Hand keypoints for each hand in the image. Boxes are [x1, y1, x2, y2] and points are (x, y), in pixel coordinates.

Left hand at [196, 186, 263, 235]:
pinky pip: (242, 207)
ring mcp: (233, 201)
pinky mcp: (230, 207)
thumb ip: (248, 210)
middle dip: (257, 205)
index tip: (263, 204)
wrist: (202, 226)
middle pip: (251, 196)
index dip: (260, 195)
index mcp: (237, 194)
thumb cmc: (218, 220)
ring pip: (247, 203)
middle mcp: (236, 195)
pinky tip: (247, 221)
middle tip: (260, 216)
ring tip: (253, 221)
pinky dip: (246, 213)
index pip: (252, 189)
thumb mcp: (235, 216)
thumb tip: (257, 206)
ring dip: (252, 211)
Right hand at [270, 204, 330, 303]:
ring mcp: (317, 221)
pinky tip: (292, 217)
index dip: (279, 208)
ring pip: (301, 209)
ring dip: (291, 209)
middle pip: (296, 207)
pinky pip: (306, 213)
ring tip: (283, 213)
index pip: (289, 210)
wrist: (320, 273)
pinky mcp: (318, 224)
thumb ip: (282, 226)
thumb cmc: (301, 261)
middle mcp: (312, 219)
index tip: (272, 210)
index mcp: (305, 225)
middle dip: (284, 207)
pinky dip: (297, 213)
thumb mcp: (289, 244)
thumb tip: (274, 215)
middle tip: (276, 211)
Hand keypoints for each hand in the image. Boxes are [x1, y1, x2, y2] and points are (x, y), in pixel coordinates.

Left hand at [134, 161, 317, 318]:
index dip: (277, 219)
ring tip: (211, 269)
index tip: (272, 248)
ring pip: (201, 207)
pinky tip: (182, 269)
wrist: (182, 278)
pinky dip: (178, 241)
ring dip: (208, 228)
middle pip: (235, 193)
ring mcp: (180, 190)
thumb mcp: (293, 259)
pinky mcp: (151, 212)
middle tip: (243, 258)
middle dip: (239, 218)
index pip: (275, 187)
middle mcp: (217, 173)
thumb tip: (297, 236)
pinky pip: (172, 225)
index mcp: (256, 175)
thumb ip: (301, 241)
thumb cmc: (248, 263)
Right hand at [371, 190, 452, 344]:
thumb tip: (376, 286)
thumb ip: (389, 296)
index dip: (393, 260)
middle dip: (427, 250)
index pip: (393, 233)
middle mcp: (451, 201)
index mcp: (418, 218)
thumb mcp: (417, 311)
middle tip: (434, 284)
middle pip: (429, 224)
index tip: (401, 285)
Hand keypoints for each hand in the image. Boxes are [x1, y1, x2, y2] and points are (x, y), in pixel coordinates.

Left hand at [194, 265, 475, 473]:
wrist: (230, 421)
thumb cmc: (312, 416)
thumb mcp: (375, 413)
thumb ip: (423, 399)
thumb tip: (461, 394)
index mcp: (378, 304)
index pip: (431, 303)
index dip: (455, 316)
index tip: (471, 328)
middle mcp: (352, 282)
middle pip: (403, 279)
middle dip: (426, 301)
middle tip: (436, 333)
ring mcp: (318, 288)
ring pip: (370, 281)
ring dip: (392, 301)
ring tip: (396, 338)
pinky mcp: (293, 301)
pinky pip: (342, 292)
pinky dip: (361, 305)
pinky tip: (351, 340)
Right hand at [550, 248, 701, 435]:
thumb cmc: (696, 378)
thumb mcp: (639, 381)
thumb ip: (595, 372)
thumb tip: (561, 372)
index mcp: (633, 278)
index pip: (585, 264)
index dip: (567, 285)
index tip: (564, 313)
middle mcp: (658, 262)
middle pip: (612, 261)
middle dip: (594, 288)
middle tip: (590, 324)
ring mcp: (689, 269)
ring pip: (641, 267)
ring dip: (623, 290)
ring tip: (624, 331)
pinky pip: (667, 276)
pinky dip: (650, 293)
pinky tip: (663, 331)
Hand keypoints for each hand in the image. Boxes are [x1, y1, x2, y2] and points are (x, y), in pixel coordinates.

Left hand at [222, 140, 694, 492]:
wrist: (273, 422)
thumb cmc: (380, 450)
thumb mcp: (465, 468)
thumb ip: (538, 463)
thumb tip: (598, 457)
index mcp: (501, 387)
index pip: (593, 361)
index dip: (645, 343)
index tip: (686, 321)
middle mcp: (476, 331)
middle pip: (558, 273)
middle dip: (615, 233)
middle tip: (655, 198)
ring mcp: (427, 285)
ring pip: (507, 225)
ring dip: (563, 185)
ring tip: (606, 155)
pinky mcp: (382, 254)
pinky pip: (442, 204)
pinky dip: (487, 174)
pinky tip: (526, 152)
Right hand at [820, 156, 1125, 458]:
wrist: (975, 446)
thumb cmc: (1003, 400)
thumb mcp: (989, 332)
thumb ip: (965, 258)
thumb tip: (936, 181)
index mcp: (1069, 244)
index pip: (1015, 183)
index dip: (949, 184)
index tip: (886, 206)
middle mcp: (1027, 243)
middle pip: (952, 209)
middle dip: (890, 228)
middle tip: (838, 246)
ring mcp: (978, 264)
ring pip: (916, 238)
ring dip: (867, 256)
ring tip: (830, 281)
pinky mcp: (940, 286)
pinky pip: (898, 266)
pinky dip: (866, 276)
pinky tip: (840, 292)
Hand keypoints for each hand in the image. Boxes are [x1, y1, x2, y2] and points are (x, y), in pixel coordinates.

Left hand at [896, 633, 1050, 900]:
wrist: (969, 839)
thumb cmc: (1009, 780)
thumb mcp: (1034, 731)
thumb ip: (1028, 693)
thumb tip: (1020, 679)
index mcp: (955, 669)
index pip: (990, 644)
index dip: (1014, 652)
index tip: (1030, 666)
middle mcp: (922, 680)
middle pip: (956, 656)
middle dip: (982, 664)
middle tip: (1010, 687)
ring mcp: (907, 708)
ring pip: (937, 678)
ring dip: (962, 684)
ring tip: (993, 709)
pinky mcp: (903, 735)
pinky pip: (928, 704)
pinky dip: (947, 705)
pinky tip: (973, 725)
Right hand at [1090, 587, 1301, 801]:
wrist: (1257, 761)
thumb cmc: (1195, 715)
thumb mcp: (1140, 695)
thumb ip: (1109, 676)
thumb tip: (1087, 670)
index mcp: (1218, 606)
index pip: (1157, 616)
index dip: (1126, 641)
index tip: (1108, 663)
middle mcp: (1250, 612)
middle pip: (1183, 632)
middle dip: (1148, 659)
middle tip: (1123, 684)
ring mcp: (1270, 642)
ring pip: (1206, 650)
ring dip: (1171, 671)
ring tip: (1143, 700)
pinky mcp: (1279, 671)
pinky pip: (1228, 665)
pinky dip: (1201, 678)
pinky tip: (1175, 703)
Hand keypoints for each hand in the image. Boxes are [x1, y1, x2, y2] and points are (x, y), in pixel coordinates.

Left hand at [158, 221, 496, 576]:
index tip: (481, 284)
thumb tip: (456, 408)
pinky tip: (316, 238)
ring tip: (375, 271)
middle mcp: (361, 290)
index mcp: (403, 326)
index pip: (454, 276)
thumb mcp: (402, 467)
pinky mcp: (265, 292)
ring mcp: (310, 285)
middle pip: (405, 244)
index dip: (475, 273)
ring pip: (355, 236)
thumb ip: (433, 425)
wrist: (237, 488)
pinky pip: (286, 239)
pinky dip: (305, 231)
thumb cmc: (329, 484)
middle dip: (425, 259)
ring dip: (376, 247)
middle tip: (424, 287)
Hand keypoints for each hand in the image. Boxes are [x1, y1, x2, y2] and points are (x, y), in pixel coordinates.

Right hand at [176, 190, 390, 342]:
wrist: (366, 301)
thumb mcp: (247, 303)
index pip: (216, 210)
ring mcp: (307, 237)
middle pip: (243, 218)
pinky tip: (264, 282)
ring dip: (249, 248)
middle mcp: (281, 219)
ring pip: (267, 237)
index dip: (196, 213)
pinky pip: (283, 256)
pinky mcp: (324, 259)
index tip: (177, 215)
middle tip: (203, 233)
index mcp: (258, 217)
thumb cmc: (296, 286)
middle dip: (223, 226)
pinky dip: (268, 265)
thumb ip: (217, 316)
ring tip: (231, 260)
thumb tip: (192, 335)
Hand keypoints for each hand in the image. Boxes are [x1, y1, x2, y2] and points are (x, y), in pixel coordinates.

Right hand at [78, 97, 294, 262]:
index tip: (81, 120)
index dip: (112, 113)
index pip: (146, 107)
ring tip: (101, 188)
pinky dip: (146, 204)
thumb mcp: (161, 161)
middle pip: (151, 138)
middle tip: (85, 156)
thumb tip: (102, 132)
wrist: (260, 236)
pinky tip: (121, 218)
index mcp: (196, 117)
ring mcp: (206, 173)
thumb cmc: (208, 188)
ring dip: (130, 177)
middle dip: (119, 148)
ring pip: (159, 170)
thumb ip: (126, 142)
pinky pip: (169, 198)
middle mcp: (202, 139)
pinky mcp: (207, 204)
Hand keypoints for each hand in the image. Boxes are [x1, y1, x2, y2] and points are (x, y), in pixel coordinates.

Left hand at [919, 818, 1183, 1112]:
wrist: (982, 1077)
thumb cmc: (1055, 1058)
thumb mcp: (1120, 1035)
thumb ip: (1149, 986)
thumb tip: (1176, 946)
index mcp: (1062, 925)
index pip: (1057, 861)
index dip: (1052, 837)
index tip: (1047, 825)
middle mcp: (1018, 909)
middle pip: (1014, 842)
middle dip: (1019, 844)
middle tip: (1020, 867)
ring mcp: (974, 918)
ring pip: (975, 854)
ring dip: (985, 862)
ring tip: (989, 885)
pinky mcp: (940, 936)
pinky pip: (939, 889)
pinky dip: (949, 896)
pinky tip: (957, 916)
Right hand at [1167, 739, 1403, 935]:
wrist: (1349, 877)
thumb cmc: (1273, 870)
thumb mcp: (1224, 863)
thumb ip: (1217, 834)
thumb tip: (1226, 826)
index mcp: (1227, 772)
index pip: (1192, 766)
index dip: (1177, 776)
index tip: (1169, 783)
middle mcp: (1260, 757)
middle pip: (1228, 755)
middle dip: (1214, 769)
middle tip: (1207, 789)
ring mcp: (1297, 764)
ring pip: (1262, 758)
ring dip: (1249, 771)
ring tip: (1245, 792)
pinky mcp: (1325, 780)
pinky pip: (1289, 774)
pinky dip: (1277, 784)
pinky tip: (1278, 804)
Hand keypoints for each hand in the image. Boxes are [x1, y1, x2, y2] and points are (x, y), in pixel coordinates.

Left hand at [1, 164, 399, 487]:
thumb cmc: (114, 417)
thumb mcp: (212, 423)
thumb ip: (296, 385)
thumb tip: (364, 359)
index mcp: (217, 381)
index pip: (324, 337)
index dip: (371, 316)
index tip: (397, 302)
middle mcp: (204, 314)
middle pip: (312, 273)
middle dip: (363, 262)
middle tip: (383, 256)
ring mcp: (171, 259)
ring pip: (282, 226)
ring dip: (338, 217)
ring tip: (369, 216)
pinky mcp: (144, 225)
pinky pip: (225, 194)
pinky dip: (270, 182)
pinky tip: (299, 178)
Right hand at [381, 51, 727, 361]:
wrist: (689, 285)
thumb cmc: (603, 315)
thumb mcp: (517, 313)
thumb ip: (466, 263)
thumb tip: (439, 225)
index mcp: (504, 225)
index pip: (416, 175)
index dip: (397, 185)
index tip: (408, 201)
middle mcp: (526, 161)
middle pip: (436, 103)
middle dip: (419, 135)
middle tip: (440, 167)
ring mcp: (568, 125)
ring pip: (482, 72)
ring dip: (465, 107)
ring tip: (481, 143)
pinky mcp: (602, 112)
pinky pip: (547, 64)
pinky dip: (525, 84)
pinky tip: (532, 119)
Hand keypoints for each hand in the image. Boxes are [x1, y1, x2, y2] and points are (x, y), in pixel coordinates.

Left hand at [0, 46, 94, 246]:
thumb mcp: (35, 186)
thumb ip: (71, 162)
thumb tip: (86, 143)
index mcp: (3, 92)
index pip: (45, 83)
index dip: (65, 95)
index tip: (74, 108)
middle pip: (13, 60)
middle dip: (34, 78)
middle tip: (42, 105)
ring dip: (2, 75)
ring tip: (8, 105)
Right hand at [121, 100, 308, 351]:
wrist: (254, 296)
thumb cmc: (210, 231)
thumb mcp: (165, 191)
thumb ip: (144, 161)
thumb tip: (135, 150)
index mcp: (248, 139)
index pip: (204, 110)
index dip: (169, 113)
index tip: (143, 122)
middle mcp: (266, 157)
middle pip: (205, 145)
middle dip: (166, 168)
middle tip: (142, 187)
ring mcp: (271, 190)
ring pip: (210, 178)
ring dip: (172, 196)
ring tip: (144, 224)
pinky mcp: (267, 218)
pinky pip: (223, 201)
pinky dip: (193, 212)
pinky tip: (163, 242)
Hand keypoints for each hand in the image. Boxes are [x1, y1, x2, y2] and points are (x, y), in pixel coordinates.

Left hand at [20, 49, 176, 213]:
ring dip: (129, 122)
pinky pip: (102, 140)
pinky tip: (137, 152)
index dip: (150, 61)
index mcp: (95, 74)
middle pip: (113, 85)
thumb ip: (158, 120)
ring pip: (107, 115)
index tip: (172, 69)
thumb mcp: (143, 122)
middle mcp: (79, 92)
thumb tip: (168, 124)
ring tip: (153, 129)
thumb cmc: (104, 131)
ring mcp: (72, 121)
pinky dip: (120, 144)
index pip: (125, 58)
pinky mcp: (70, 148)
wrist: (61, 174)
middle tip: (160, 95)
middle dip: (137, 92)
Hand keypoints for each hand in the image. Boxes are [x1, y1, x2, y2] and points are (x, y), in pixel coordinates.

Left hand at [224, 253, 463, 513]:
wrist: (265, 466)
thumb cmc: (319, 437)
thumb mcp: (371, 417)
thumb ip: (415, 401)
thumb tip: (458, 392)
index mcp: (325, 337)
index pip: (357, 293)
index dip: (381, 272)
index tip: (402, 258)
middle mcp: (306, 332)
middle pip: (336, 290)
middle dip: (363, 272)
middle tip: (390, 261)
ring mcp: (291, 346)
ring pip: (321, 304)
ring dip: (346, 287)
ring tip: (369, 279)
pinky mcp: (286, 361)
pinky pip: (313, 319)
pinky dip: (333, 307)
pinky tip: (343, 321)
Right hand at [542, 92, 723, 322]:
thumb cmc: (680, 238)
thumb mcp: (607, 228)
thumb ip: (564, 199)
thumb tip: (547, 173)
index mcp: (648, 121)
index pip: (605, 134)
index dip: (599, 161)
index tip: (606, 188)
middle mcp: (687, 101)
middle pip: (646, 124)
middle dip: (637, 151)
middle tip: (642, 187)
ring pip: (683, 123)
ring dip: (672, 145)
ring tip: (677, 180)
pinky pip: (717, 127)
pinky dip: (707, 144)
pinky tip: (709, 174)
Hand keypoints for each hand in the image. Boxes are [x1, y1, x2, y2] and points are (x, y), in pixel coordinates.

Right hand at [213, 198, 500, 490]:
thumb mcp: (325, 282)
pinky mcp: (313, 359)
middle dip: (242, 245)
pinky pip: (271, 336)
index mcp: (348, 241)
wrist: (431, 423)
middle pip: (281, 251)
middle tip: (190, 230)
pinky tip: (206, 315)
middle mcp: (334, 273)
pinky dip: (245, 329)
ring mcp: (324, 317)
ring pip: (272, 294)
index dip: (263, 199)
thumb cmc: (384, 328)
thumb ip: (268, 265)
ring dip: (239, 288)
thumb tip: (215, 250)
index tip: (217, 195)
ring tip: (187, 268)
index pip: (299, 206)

- - - -

Starting at the top of the listing above, repeat every line exactly until the line that contains "wrist: (230, 421)" has been repeated too.

Hand keypoints for each hand in the image. Boxes are [x1, y1, x2, y2] and points are (x, y), in pixel coordinates.

Left hand at [196, 186, 263, 235]:
pinky pip: (242, 207)
ring mcp: (233, 201)
pinky mcp: (230, 207)
thumb ip: (248, 210)
middle dip: (257, 205)
index tip: (263, 204)
wrist: (202, 226)
middle pip: (251, 196)
index dip: (260, 195)
index mcp: (237, 194)
thumb cmc: (218, 220)
ring pip: (247, 203)
middle mcp: (236, 195)
pinky tip: (247, 221)
middle tip: (260, 216)
ring tip: (253, 221)
pinky dip: (246, 213)
index pip: (252, 189)
thumb mcp: (235, 216)
thumb tip: (257, 206)
ring dip: (252, 211)
Right hand at [270, 204, 330, 303]:
ring mcp: (317, 221)
pinky tip: (292, 217)
index dip: (279, 208)
ring pip: (301, 209)
ring dip: (291, 209)
middle pip: (296, 207)
pinky pip: (306, 213)
ring tip: (283, 213)
index pip: (289, 210)
wrist: (320, 273)
pinky mcp: (318, 224)
thumb ip: (282, 226)
thumb cmc: (301, 261)
middle mcp: (312, 219)
index tip: (272, 210)
index mcp: (305, 225)
middle dip: (284, 207)
pinky dip: (297, 213)
thumb mcp: (289, 244)
thumb tip: (274, 215)
middle tip: (276, 211)
Hand keypoints for each hand in the image. Boxes are [x1, y1, x2, y2] and points are (x, y), in pixel coordinates.

Left hand at [134, 161, 317, 318]:
index dip: (277, 219)
ring tip: (211, 269)
index tip: (272, 248)
ring pip: (201, 207)
pinky tip: (182, 269)
wrist: (182, 278)
pinky dip: (178, 241)
ring dip: (208, 228)
middle pip: (235, 193)
ring mcp: (180, 190)
thumb mcp: (293, 259)
pinky mcp: (151, 212)
middle tip: (243, 258)
middle dip: (239, 218)
index pip: (275, 187)
middle mcp: (217, 173)
thumb tip: (297, 236)
pinky pip: (172, 225)
index mcp: (256, 175)
thumb ip: (301, 241)
thumb cmc: (248, 263)
Right hand at [371, 190, 452, 344]:
thumb tip: (376, 286)
thumb ip: (389, 296)
index dip: (393, 260)
middle dip: (427, 250)
index pip: (393, 233)
middle mcp: (451, 201)
index mcp: (418, 218)
thumb mcp: (417, 311)
middle tip: (434, 284)
middle pip: (429, 224)
index tip: (401, 285)
Hand keypoints for each hand in the image. Boxes are [x1, y1, x2, y2] and points are (x, y), in pixel coordinates.

Left hand at [194, 265, 475, 473]:
wrist: (230, 421)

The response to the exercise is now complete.